What must I do to inherit the Kingdom?
This is the question the rich young man asks Jesus. He’d followed all the laws, he’d apparently led an upright life, but there was still a sense of anxiety for this young man--he wasn’t 100% sure that he’d done all that he could to be part of God’s kingdom. We could psychoanalyze the young man to try to figure out the source of his anxiety, but that probably wouldn’t get us very far. We could judge ourselves against the young man--he was righteous and was worried, should I be worried? Have I done all that I can do? Again, questions that might not get us very far.
So what if we took it a step further and looked at Jesus’ response--surely the answer to riddle is there. Jesus says to the young man--he tells him to give away everything he owns to the poor. Well, I don’t know about you, but my response to Jesus may have been much like the young man’s--really, everything? I have to give away EVERYTHING?! Nevermind.
Well, we don’t like that answer. It’s too hard. We enjoy the comforts of our lives--our homes, cars, the food we eat, the clothes we wear. Some of us may have more financial resources than others. Some of us may have experienced times of financial insecurity in our lives. Some of us may be saving our pennies for a rainy day, while others are living paycheck to paycheck. So the idea of giving everything away is scary. We can come up with a million reasons why we shouldn’t give away everything. That’s probably why Jesus told his disciples that he knew that it wasn’t an easy thing to inherit the kingdom.
But what if we thought about this story in a slightly different, more nuanced way?
When the young man asks Jesus about inheriting the kingdom, we assume that he’s coming with pure intentions. The gospel writer gives us no reason to think that the young man is trying to challenge Jesus, so we have to believe that he’s asking out of a place of deep desire to know and relieve his anxiety. And before Jesus responds, the gospel says Jesus looked at him and loved him.

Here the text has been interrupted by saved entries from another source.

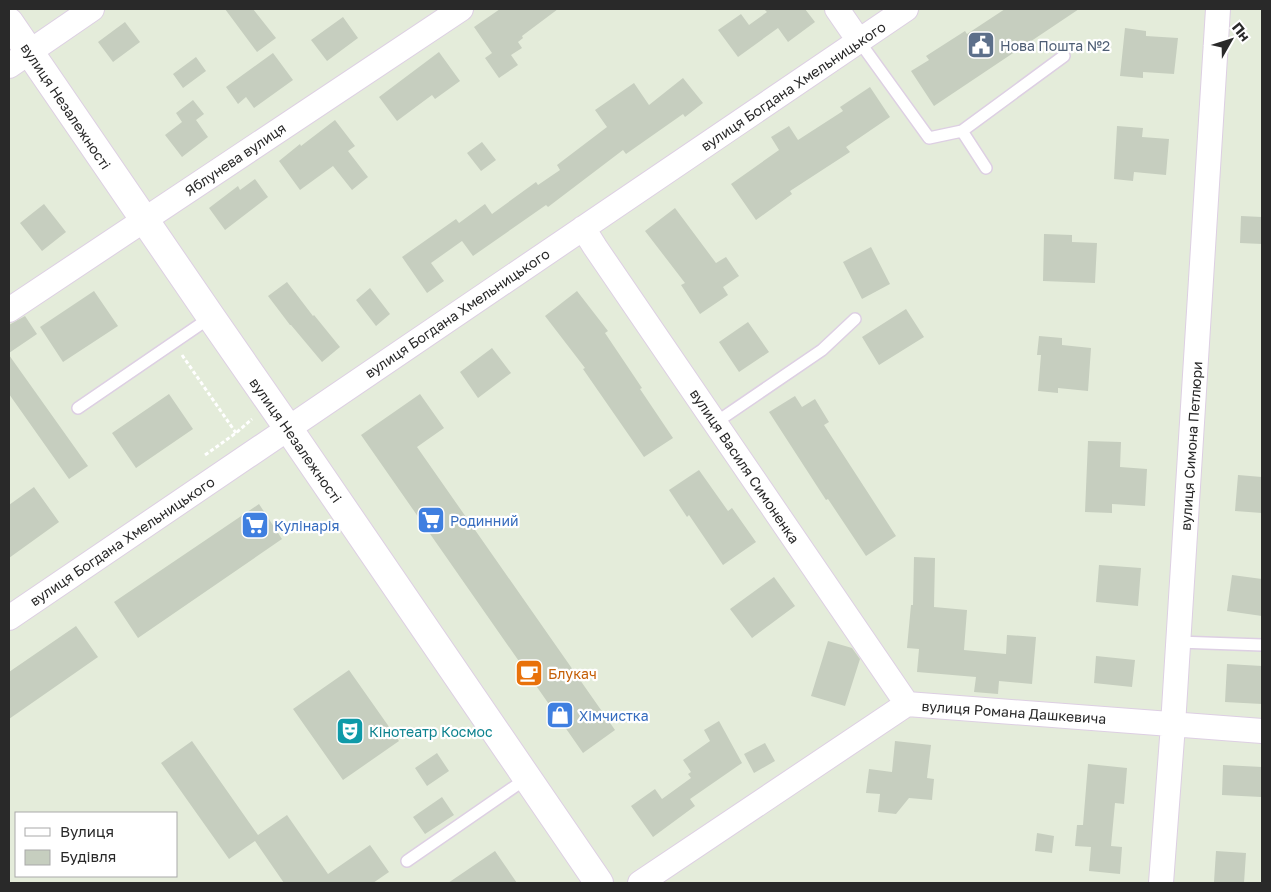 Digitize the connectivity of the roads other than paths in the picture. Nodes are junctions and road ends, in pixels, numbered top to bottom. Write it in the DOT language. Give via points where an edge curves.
graph roads {
  1 [pos="92,9"];
  2 [pos="461,9"];
  3 [pos="837,9"];
  4 [pos="906,9"];
  5 [pos="1218,9"];
  6 [pos="9,22"];
  7 [pos="859,41"];
  8 [pos="1064,56"];
  9 [pos="19,59"];
  10 [pos="962,131"];
  11 [pos="986,168"];
  12 [pos="144,220"];
  13 [pos="583,228"];
  14 [pos="9,310"];
  15 [pos="211,318"];
  16 [pos="855,319"];
  17 [pos="78,408"];
  18 [pos="715,423"];
  19 [pos="288,428"];
  20 [pos="9,618"];
  21 [pos="1178,642"];
  22 [pos="1262,645"];
  23 [pos="907,704"];
  24 [pos="1173,725"];
  25 [pos="1262,732"];
  26 [pos="527,778"];
  27 [pos="407,862"];
  28 [pos="599,883"];
  29 [pos="640,883"];
  30 [pos="1161,883"];
  1 -- 9 [label="street"];
  2 -- 12 [label="street, Яблунева вулиця"];
  3 -- 7 [label="street"];
  4 -- 7 [label="street, вулиця Богдана Хмельницького"];
  5 -- 21 [label="street, вулиця Симона Петлюри"];
  6 -- 9 [label="main road, вулиця Незалежності"];
  7 -- 10 [label="lane" via="929,138"];
  7 -- 13 [label="street, вулиця Богдана Хмельницького"];
  8 -- 10 [label="lane"];
  9 -- 12 [label="main road, вулиця Незалежності"];
  10 -- 11 [label="lane"];
  12 -- 14 [label="street, Яблунева вулиця"];
  12 -- 15 [label="main road, вулиця Незалежності"];
  13 -- 18 [label="street, вулиця Василя Симоненка"];
  13 -- 19 [label="street, вулиця Богдана Хмельницького"];
  15 -- 17 [label="lane"];
  15 -- 19 [label="main road, вулиця Незалежності"];
  16 -- 18 [label="lane" via="822,350"];
  18 -- 23 [label="street, вулиця Василя Симоненка"];
  19 -- 20 [label="street, вулиця Богдана Хмельницького"];
  19 -- 26 [label="main road, вулиця Незалежності"];
  21 -- 22 [label="lane"];
  21 -- 24 [label="street, вулиця Симона Петлюри"];
  23 -- 24 [label="street, вулиця Романа Дашкевича"];
  23 -- 29 [label="street, вулиця Романа Дашкевича"];
  24 -- 25 [label="street, вулиця Романа Дашкевича"];
  24 -- 30 [label="street, вулиця Симона Петлюри"];
  26 -- 27 [label="lane"];
  26 -- 28 [label="main road, вулиця Незалежності"];
} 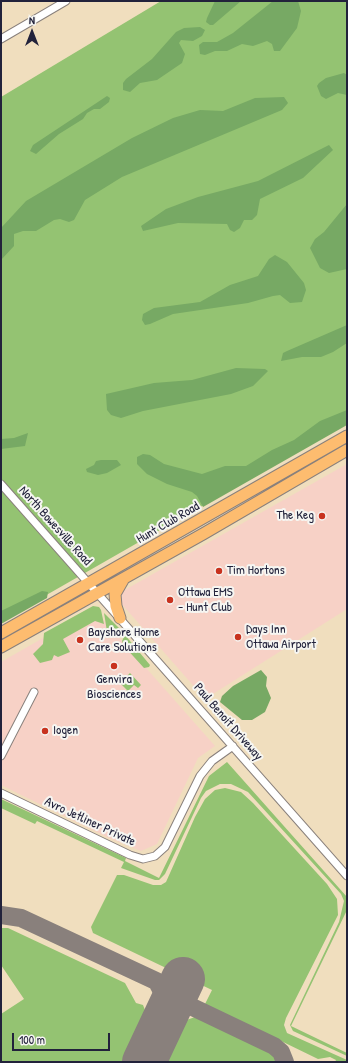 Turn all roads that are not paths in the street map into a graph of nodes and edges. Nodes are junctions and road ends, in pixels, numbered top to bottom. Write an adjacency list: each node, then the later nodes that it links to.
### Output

In the original Greek, the phrase “to look at” is really “sees into”. Jesus saw into this young man’s heart. I wonder what he saw? My guess is that this young man is much like many of us here--we intellectually KNOW all the things we’re supposed to do or be--we know that as Christians we’re supposed to love our neighbor, to care for the poor, to feed the homeless and clothe the naked--we KNOW this stuff. But in our hearts---well, how well do we know this stuff? In our hearts are we able to give up our ego, our expectations, our power and status? In our hearts, are we able to truly live as Jesus calls us to? My guess is that when Jesus looked at the young man, he saw that even though he was living righteously, he hadn’t truly changed in his core being. That kind of change--the willingness to give up EVERYTHING--is hard.

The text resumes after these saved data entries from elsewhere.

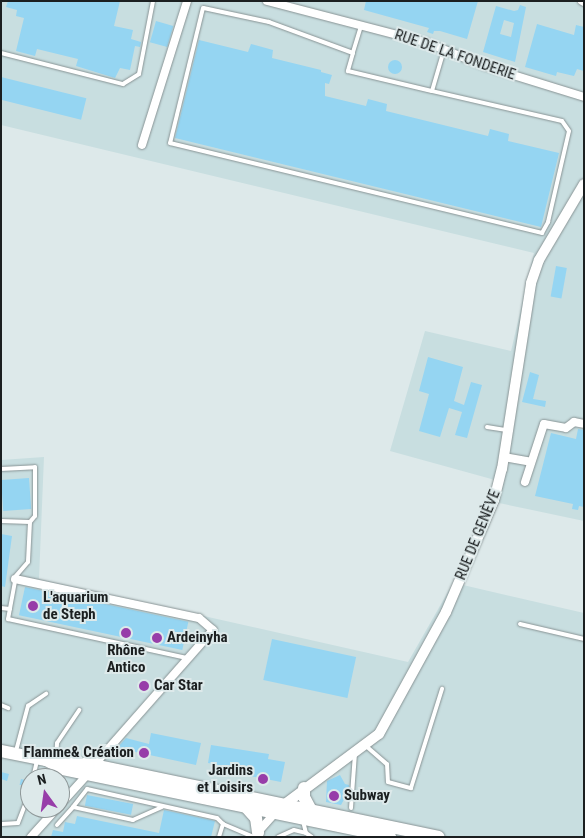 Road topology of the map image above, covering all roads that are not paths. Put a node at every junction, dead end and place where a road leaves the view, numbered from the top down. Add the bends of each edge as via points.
1 (153, 1) edge
2 (187, 1) edge
3 (267, 1) edge
4 (361, 26) junction
5 (444, 50) junction
6 (353, 52) junction
7 (1, 53) edge
8 (432, 91) junction
9 (584, 97) edge
10 (142, 145) dead end
11 (584, 184) edge
12 (584, 424) edge
13 (487, 427) dead end
14 (508, 430) junction
15 (504, 457) junction
16 (531, 462) junction
17 (1, 469) edge
18 (525, 482) dead end
19 (1, 521) edge
20 (30, 522) junction
21 (15, 579) junction
22 (1, 608) edge
23 (10, 609) junction
24 (520, 624) dead end
25 (584, 639) edge
26 (187, 658) junction
27 (442, 689) dead end
28 (46, 694) dead end
29 (1, 705) edge
30 (8, 708) dead end
31 (79, 710) dead end
32 (366, 746) junction
33 (1, 750) edge
34 (16, 754) junction
35 (355, 754) junction
36 (46, 759) junction
37 (40, 768) edge
38 (91, 769) junction
39 (304, 788) junction
40 (167, 791) junction
41 (73, 807) junction
42 (162, 807) junction
43 (246, 807) junction
44 (351, 808) dead end
45 (279, 809) junction
46 (307, 815) junction
47 (20, 818) edge
48 (2, 824) edge
49 (223, 824) junction
50 (56, 826) dead end
51 (306, 832) junction
52 (392, 832) edge
53 (355, 834) edge
54 (255, 835) edge
55 (31, 837) edge
56 (219, 837) edge
57 (278, 837) edge
58 (312, 837) edge
59 (439, 837) edge

1 - 7 lane via 139,74 123,84
2 - 10 street
3 - 4 street, RUE DE LA FONDERIE
4 - 5 street, RUE DE LA FONDERIE
4 - 6 lane
5 - 8 lane
5 - 9 street, RUE DE LA FONDERIE
6 - 8 lane via 348,71
6 - 8 lane via 270,22 204,8 170,143 542,233 548,222 569,131 562,122
11 - 14 street, RUE DE GENÈVE via 539,260 531,283
12 - 16 street via 574,422 566,428 544,424
13 - 14 lane
14 - 15 street, RUE DE GENÈVE
15 - 16 street
15 - 32 street, RUE DE GENÈVE via 494,500 446,612 379,734
16 - 18 street
17 - 20 lane via 35,467 35,516
19 - 20 lane
20 - 21 lane via 28,562
21 - 23 lane
21 - 26 street via 199,618 213,630
22 - 23 lane
23 - 26 lane via 8,618
24 - 25 lane
26 - 38 street
27 - 32 lane via 411,788 388,782 387,764
28 - 34 lane via 28,706
29 - 30 lane
31 - 36 lane
32 - 35 street, RUE DE GENÈVE
33 - 34 main road
34 - 36 main road
35 - 39 street, RUE DE GENÈVE
35 - 44 lane
36 - 37 lane
36 - 38 main road via 63,769
38 - 40 main road
38 - 45 main road
38 - 55 street
39 - 45 street, RUE DE GENÈVE
39 - 46 main road
40 - 43 main road
40 - 45 main road via 197,792
41 - 42 lane via 133,820
41 - 42 lane via 87,789
41 - 50 lane
42 - 49 lane via 217,818
43 - 45 main road
43 - 54 main road via 256,818
45 - 46 main road
45 - 52 main road
45 - 54 street
46 - 51 lane
46 - 52 main road
46 - 53 main road
47 - 48 lane via 18,823
49 - 54 lane
49 - 56 lane
51 - 57 lane via 294,830
51 - 58 lane
52 - 53 main road
52 - 59 main road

About once a year I go back and read passages from a couple of books that have had a big impact on my own change of heart. One of them is Brene Brown’s Daring Greatly: How the courage to be vulnerable transforms the way we live, love, parent and lead. In her book she explores the myth of scarcity and how much that myth controls our lives. Brown explains that:
Scarcity is the ‘never enough’ problem….Scarcity thrives in a culture where everyone is hyperaware of lack. Everything from safety and love to money and resources feels restricted or lacking. We spend inordinate amounts of time calculating how much we have, want, and don’t have, and how much everyone else has, needs, and wants. (pg 26)
She goes on to explain that this sense of scarcity doesn’t just happen overnight, but rather there’s a formula to how scarcity develops in a community: it’s based in shame (self-worth is tied to achievement, productivity or compliance), comparison (being held to narrow standards and ideal expectations), and disengagement (being afraid to take risks or try new things).

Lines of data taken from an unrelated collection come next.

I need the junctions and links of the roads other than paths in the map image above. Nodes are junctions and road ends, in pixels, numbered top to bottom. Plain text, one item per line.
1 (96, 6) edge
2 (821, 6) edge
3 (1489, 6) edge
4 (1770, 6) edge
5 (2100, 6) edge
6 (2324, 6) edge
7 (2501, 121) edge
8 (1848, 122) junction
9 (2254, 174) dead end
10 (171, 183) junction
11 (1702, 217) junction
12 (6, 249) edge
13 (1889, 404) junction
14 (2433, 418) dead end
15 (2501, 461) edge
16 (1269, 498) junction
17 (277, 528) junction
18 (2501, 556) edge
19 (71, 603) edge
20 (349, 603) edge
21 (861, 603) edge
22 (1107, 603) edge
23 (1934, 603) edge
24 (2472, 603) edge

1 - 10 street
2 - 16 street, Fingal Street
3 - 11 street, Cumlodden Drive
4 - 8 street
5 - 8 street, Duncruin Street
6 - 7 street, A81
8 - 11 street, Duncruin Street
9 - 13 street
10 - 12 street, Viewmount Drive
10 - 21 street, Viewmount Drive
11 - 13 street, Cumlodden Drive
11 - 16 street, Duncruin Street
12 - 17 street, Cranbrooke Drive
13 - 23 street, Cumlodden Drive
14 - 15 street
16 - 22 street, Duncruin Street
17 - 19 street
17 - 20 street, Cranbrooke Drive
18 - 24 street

If we observe the young man, we can see that while he had wealth, he was concerned about what he was lacking--that he was unsure of what he must DO to be part of God’s Kingdom. Most likely he was a successful person and he appears to be knowledgeable about the Torah, but his unwillingness or perhaps inability to engage those unlike himself--to give away everything--was too much. He couldn’t or wasn’t able to let go of who and what he was to try a new way of being in community.
And really, that’s what this whole lesson from Jesus is about. It isn’t about figuring out what you can live without, it isn’t even necessarily about giving away all your possessions and money. It’s about letting go in order to be made new in the kingdom. God doesn’t live in a world of scarcity...everything that God has to give is given abundantly, freely, and without strings attached. That’s part of why it’s so hard for us...we’re not God. We worry about not having or not being enough. Instead of understanding that the kingdom of God is about what you can be, can do or can give, it’s about having faith that God loves us, supports us, and truly wants the best for us. It’s not about us--it’s about God.
So I invite all of us to consider what in our lives we need to let go of so that our hearts can be more open to God’s grace and generosity. I invite us to consider, if Jesus were to see into our hearts, would he see someone who is open, trusting, generous and loving? Would he see someone who cares about their community, not just themselves? Would he see someone who is ready to be transformed? What would Jesus see when he looks into our hearts?
I don't know what the future of the church is, but I know that we will continue to be a place of sanctuary and hope, working towards healing in the world.